CONCLUSION: The care of elderly patients with diabetes is not meeting nationally recommended guidelines; screening rates are particularly low in rural areas. Examining Medicare claims has great potential for measuring patterns of care.

RECOMMENDATION: Programs should be established to disseminate clinical practice guidelines relevant to primary care of diabetes and further research should be conducted to delineate variations in office practice patterns.
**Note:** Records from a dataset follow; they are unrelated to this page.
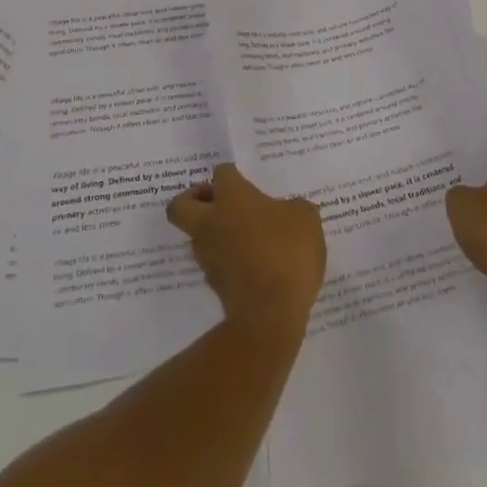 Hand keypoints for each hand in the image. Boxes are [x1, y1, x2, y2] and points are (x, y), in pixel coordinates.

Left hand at [168, 164, 325, 333]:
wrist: (269, 313)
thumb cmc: (286, 253)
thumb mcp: (306, 220)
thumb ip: (294, 208)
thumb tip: (287, 212)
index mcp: (232, 197)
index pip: (222, 173)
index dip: (233, 175)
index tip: (247, 183)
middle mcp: (211, 221)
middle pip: (181, 205)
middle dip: (193, 200)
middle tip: (219, 203)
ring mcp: (207, 254)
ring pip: (197, 235)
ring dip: (213, 233)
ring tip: (245, 239)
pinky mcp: (213, 284)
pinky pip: (214, 262)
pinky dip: (226, 260)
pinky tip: (252, 265) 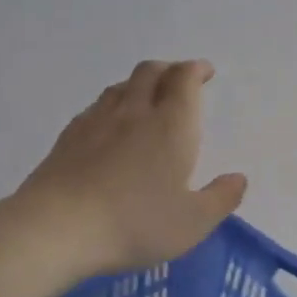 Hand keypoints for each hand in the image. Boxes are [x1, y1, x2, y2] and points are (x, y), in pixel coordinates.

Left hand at [13, 60, 246, 275]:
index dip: (195, 70)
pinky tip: (109, 124)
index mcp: (171, 125)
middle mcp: (134, 112)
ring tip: (147, 97)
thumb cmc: (135, 223)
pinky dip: (112, 104)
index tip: (204, 72)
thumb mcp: (192, 222)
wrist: (58, 227)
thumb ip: (220, 198)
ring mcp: (96, 121)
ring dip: (139, 84)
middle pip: (151, 72)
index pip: (184, 80)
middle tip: (179, 79)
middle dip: (169, 69)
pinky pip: (96, 107)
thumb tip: (238, 178)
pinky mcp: (68, 137)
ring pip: (121, 86) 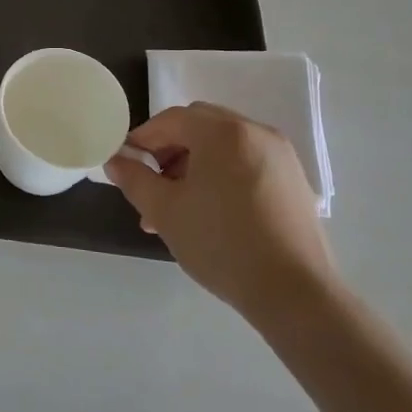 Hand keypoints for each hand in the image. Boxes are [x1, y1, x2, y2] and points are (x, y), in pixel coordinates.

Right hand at [104, 102, 335, 334]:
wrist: (295, 293)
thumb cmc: (221, 243)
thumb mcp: (165, 211)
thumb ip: (134, 179)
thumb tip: (116, 160)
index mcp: (223, 132)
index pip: (172, 119)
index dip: (143, 138)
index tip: (127, 165)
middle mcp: (255, 132)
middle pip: (200, 126)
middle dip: (170, 150)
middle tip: (153, 184)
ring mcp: (280, 156)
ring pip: (224, 146)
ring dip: (195, 164)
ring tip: (178, 207)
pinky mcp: (294, 181)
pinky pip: (247, 162)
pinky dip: (223, 174)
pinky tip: (212, 212)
ABSTRACT: The authors assessed the quality of office-based care provided to elderly patients with diabetes. Data were derived from review of all Medicare claims (Parts A and B) in Alabama, Iowa, and Maryland for July 1990 to June 1991 for patients aged 65 years and over. Four services/procedures were identified as quality indicators for diabetes: three (hemoglobin A1c measurement, ophthalmologic exam, and total cholesterol measurement) were to be performed at least annually; the fourth, blood glucose measurement, was identified as a limited-use procedure. Across the three states, only 16.3 percent of patients with diabetes underwent hemoglobin A1c measurement, 45.9 percent received an ophthalmologic exam, and 55.1 percent underwent cholesterol measurement at least once during the year. In contrast, four-fifths (80.5 percent) of patients underwent blood glucose measurement. In almost all instances, practice patterns varied significantly across the three states, even after controlling for practice and patient characteristics. With the exception of ophthalmologic exams, rates of procedures were significantly lower in rural areas. Results demonstrate that elderly patients with diabetes are not receiving optimal care; a large gap exists between national practice guidelines and actual primary care practice. Clinical practice guidelines need to be more widely disseminated. Further research is needed to identify the causes of variation across office practices in order to design quality improvement programs. 3 tables, 38 references.